A new effort to help black workers find higher-paying jobs


A year ago, LeDaya Epps of Compton was unemployed and raising three children on her own, struggling to keep her car running to search for jobs.

On Tuesday night, she was sitting in the U.S. Capitol for the State of the Union address, a guest of First Lady Michelle Obama. Through the help of community organizations pushing for greater inclusion of African American workers, Epps has earned a good paycheck for more than six months helping to build the Crenshaw/LAX light-rail line.

Epps’ improving fortunes stem from an approach experts say could alleviate persistently high unemployment in the black community. An agreement involving government, organized labor and community organizations has required contractors to provide more opportunities for disadvantaged workers to get jobs on the rail project.


It’s an effort to create pipelines for black workers into higher-paying industries such as construction. Without such intervention, success often comes down to connections rather than qualifications, saidLola Smallwood Cuevas, director of the Los Angeles Black Worker Center, an affiliate of the UCLA Labor Center.

“It’s a question of the social networks around the work,” said Cuevas, whose organization helped Epps find work. “How do you crack what has historically been a difficult industry for women, and for black workers in particular?”

African American unemployment rates have historically been about twice as high as those for white workers. That trend continued through the Great Recession, with black unemployment reaching a peak of 16.6% in April 2010.

More than five years into the economic recovery, black unemployment in December stood at 10.4%, compared with 4.8% for white workers.

Unemployment captures only one part of the picture, said Steven Pitts, associate chair of UC Berkeley’s Labor Center. Just as important are the disparities in low-wage work.

According to research by the Labor Center, 14.3% of black men with full-time jobs in Los Angeles were considered low-income workers; for women, it was 16.7%.


As such, simply tackling the problem of unemployment doesn’t get at the broader question of whether African American workers are able to improve their lives through better-paying jobs.

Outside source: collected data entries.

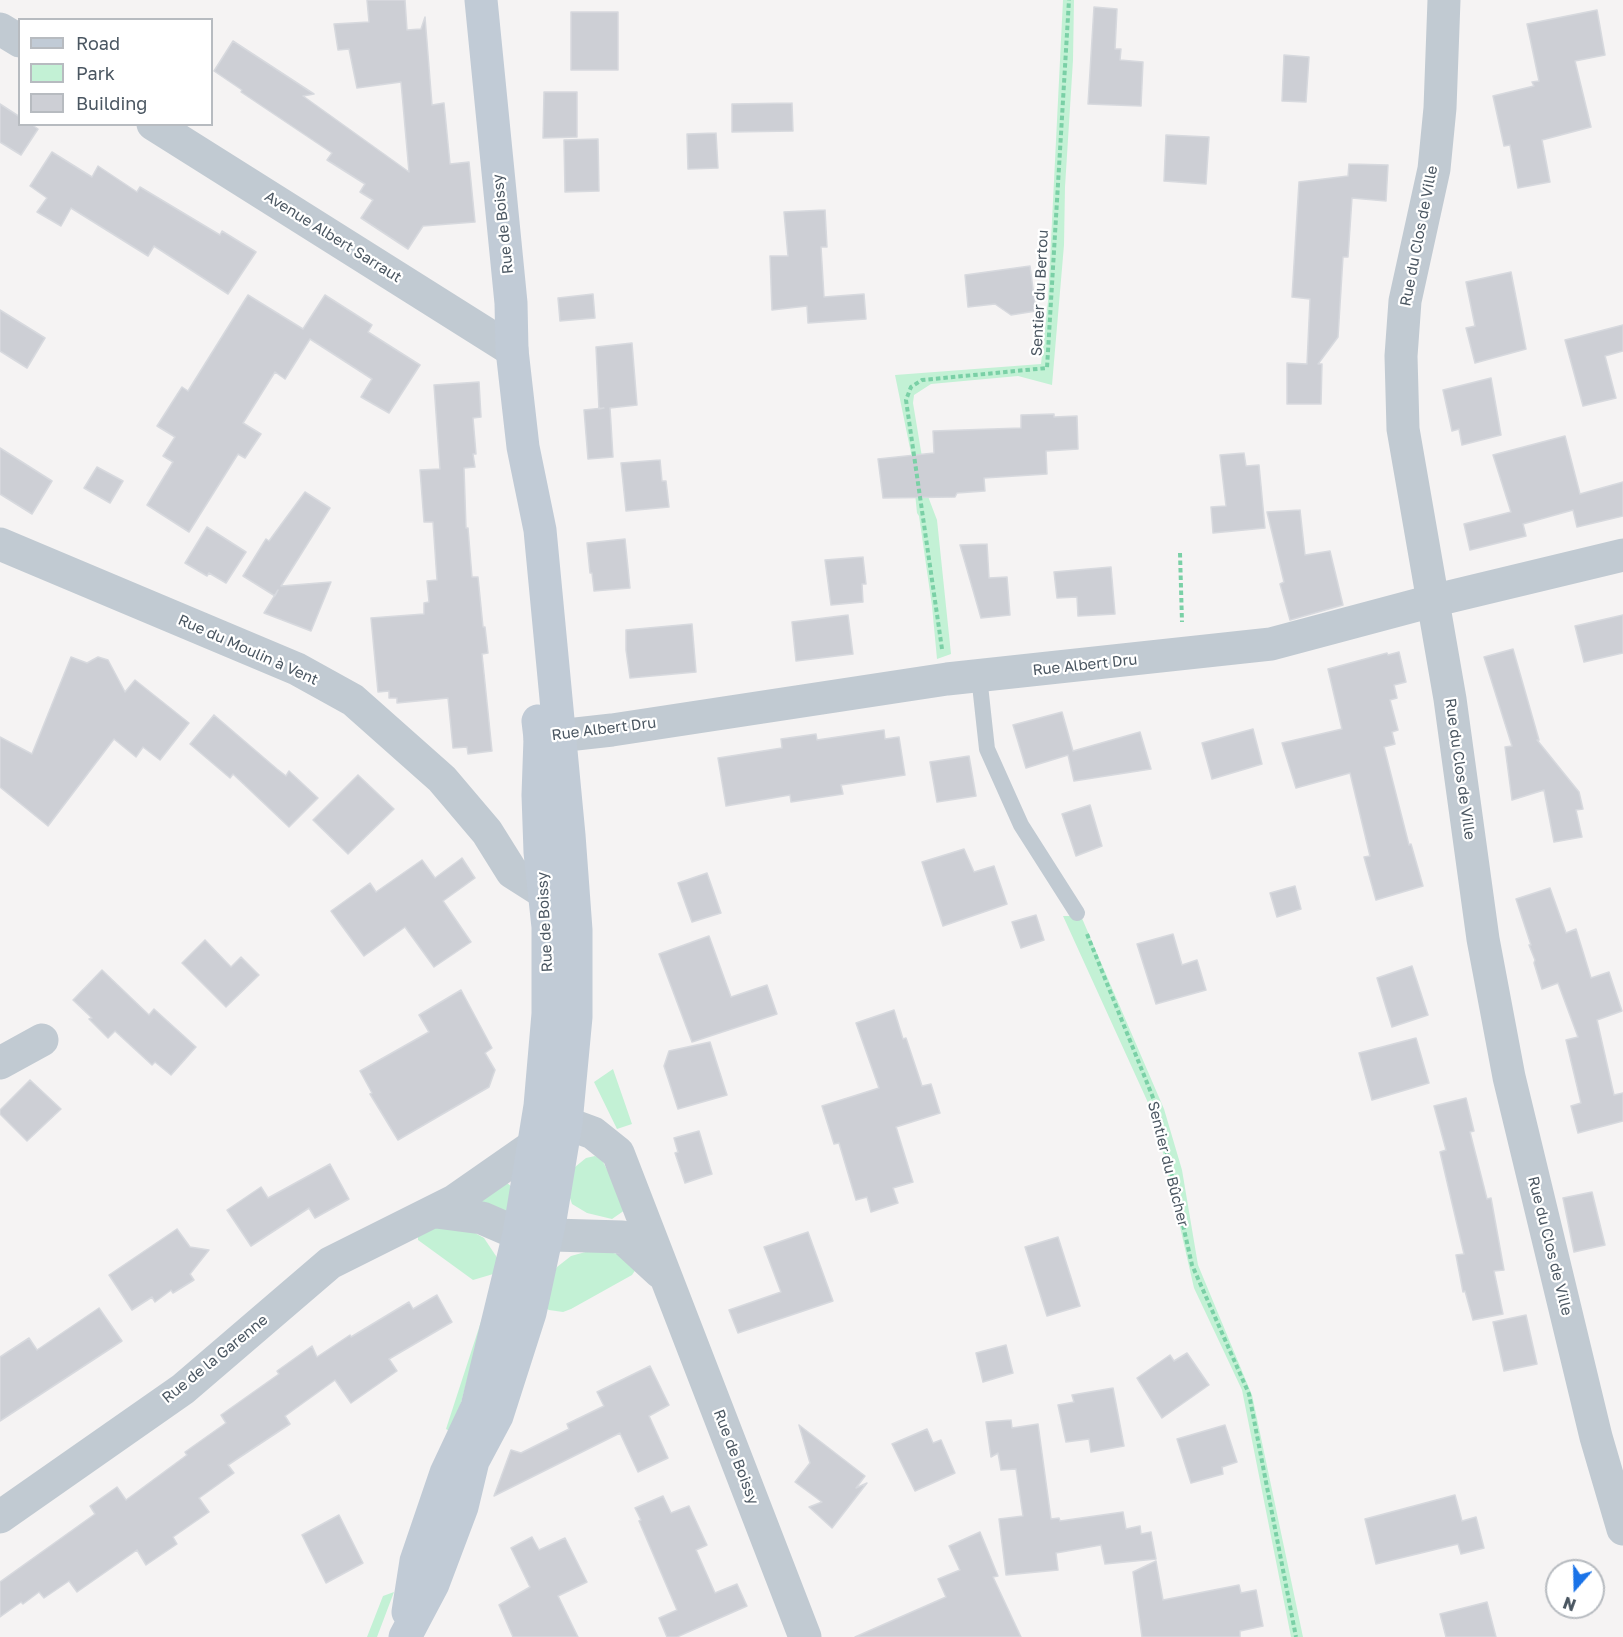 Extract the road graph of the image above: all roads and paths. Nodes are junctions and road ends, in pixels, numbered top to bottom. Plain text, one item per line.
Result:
1 (481, 0) edge
2 (1069, 0) edge
3 (1444, 0) edge
4 (0, 28) edge
5 (18, 40) edge
6 (156, 126) edge
7 (512, 350) junction
8 (0, 544) edge
9 (1180, 553) dead end
10 (1623, 555) edge
11 (1432, 601) junction
12 (1182, 654) junction
13 (963, 678) junction
14 (549, 736) junction
15 (487, 832) junction
16 (554, 837) junction
17 (559, 893) junction
18 (1077, 913) joint
19 (42, 1040) dead end
20 (0, 1063) edge
21 (566, 1123) junction
22 (533, 1146) junction
23 (436, 1212) junction
24 (539, 1229) junction
25 (665, 1278) junction
26 (0, 1517) edge
27 (1623, 1529) edge
28 (404, 1637) edge
29 (805, 1637) edge
30 (1296, 1637) edge

1 - 7 street, Rue de Boissy
2 - 13 path, Sentier du Bertou
3 - 11 street, Rue du Clos de Ville
4 - 5 street
6 - 7 street, Avenue Albert Sarraut
7 - 14 street, Rue de Boissy
8 - 15 street, Rue du Moulin à Vent
9 - 12 path
10 - 11 street, Rue Albert Dru
11 - 12 street, Rue Albert Dru
11 - 27 street, Rue du Clos de Ville
12 - 13 street, Rue Albert Dru
13 - 14 street, Rue Albert Dru
13 - 18 lane
14 - 16 street, Rue de Boissy
15 - 16 street
15 - 17 street, Rue du Moulin à Vent
16 - 17 street, Rue de Boissy
17 - 21 street, Rue de Boissy
17 - 22 street, Rue de Boissy
18 - 30 path, Sentier du Bûcher
19 - 20 street
21 - 22 street, Rue de la Garenne
21 - 24 street, Rue de Boissy
21 - 25 street, Rue de Boissy
22 - 23 street, Rue de la Garenne
22 - 24 street, Rue de Boissy
23 - 24 street
23 - 26 street, Rue de la Garenne
24 - 25 street, Rue de Boissy
24 - 28 street
25 - 29 street, Rue de Boissy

“How do we set up new mechanisms and new pathways into jobs that are good?” Pitts asked.

One approach calls for targeting specific sectors, such as public rail construction, by enforcing strict workplace standards that elevate pay and prevent workplace violations.

The Los Angeles Black Worker Center has focused in particular on the construction industry. Cuevas pointed to studies showing that African American workers make up less than 2% of the construction industry in Los Angeles County, despite accounting for more than 9% of the population.

When the group started looking at the Crenshaw line project in 2013, almost no black workers were employed on the project, she said. Since then, the group’s efforts have boosted African American representation to about 20%.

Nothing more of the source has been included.